Le gouvernement a annoncé vouloir « engager un travail pour renforcer la sélectivité des étudiants » étrangers accueillis en France, a annoncé ce mercredi sa porte-parole Maud Bregeon. L’objectif, a-t-elle précisé, est de réfléchir à une meilleure efficacité dans l’accueil et en fonction des « besoins » des universités, sans dire si cela aboutirait à une diminution des visas étudiants délivrés. « C’est normal au regard de l’évolution du nombre de visas délivrés, qu’on le mette sur la table », « sans coup de menton, avec lucidité », a-t-elle insisté.
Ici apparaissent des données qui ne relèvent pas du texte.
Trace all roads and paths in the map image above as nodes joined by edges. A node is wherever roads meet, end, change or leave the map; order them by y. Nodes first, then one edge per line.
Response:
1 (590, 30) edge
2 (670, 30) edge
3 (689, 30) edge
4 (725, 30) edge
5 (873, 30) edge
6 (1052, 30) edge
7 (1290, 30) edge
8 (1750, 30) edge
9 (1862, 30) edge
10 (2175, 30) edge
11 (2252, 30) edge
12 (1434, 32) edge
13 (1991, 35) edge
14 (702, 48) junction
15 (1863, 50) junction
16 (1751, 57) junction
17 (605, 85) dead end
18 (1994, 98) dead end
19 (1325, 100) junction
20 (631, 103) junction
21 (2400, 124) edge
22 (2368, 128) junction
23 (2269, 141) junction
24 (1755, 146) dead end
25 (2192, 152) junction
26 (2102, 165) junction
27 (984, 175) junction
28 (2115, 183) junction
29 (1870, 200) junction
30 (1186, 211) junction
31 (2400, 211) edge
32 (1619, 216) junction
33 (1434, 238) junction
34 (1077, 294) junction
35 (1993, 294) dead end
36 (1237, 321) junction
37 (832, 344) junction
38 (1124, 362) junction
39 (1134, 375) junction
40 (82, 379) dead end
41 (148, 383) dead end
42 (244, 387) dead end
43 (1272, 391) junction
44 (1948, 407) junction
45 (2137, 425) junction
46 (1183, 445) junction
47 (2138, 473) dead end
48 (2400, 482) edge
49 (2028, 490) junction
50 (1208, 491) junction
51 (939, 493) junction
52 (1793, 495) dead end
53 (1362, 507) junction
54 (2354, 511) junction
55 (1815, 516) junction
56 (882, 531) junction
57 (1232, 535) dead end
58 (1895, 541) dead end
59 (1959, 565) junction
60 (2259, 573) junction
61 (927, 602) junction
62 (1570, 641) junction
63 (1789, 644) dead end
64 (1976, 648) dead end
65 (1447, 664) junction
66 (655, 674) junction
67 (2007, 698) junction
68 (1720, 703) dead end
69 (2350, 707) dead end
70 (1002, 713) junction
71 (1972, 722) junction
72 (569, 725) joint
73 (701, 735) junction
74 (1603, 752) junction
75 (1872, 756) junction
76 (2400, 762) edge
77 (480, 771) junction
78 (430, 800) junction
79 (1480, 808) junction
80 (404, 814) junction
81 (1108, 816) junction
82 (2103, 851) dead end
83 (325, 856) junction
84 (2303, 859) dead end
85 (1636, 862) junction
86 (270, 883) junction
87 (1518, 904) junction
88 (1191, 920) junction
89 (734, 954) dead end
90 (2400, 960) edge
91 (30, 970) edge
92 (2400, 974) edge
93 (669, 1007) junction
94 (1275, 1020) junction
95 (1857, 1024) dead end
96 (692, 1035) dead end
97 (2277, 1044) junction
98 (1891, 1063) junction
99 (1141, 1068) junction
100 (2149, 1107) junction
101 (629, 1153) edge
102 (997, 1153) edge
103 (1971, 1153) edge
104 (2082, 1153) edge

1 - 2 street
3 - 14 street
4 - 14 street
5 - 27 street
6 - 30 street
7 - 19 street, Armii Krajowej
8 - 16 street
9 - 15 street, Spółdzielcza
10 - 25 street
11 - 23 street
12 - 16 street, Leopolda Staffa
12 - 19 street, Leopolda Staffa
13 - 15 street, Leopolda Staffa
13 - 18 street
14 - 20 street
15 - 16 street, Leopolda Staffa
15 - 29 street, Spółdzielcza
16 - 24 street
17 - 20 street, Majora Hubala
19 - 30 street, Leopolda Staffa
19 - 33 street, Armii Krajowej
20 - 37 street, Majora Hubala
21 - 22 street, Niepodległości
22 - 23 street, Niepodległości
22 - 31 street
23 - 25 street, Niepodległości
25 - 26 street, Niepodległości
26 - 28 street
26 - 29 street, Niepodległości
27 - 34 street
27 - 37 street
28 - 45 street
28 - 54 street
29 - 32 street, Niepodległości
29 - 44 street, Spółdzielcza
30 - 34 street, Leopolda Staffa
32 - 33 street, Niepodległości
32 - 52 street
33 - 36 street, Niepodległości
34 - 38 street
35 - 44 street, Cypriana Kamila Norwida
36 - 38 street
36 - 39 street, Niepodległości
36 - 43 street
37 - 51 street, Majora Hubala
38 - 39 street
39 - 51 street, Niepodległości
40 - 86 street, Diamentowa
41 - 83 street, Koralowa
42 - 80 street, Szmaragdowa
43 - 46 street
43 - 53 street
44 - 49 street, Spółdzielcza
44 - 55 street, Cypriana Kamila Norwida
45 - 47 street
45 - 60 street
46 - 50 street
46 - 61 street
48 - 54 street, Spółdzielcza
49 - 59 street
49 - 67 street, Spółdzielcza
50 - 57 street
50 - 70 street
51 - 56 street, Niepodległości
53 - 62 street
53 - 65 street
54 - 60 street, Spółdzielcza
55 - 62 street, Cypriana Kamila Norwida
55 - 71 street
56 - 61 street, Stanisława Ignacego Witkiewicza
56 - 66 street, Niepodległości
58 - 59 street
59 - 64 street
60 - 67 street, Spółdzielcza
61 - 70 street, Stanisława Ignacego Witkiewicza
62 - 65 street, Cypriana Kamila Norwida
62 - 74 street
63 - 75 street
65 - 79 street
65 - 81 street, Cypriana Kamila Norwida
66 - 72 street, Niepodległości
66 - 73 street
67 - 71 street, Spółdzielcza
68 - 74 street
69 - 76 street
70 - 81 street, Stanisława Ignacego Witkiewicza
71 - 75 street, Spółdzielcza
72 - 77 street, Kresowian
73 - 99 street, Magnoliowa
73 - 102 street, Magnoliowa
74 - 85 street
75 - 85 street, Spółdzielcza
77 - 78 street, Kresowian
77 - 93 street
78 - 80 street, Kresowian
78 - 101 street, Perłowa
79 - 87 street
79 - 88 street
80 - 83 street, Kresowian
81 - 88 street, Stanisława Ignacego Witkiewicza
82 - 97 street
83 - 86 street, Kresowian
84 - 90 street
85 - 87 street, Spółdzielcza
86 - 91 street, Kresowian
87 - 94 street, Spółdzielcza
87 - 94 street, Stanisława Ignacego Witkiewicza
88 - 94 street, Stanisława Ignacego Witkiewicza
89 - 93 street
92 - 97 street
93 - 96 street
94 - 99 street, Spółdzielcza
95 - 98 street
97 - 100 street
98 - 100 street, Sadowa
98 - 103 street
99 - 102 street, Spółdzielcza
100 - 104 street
Renforcement de la sélectivité des étudiants étrangers en France
La porte-parole a rappelé que l’objectif est de réfléchir à une meilleure efficacité dans l’accueil et selon les besoins des universités, sans annoncer de réduction des visas étudiants délivrés. « Il y a un travail de réflexion qui sera mené dans les prochains jours et dans les prochaines semaines autour de cette question-là » par le ministre de l’Intérieur, Laurent Nuñez, « sous l’autorité du Premier ministre et du président de la République », a-t-elle déclaré devant la presse après le Conseil des ministres.
« l’objectif » était à ce stade de « réfléchir à une meilleure efficacité », « notamment dans l’accueil » et en fonction des « besoins » dans les universités, sans dire si cela aboutirait à une diminution des visas étudiants délivrés.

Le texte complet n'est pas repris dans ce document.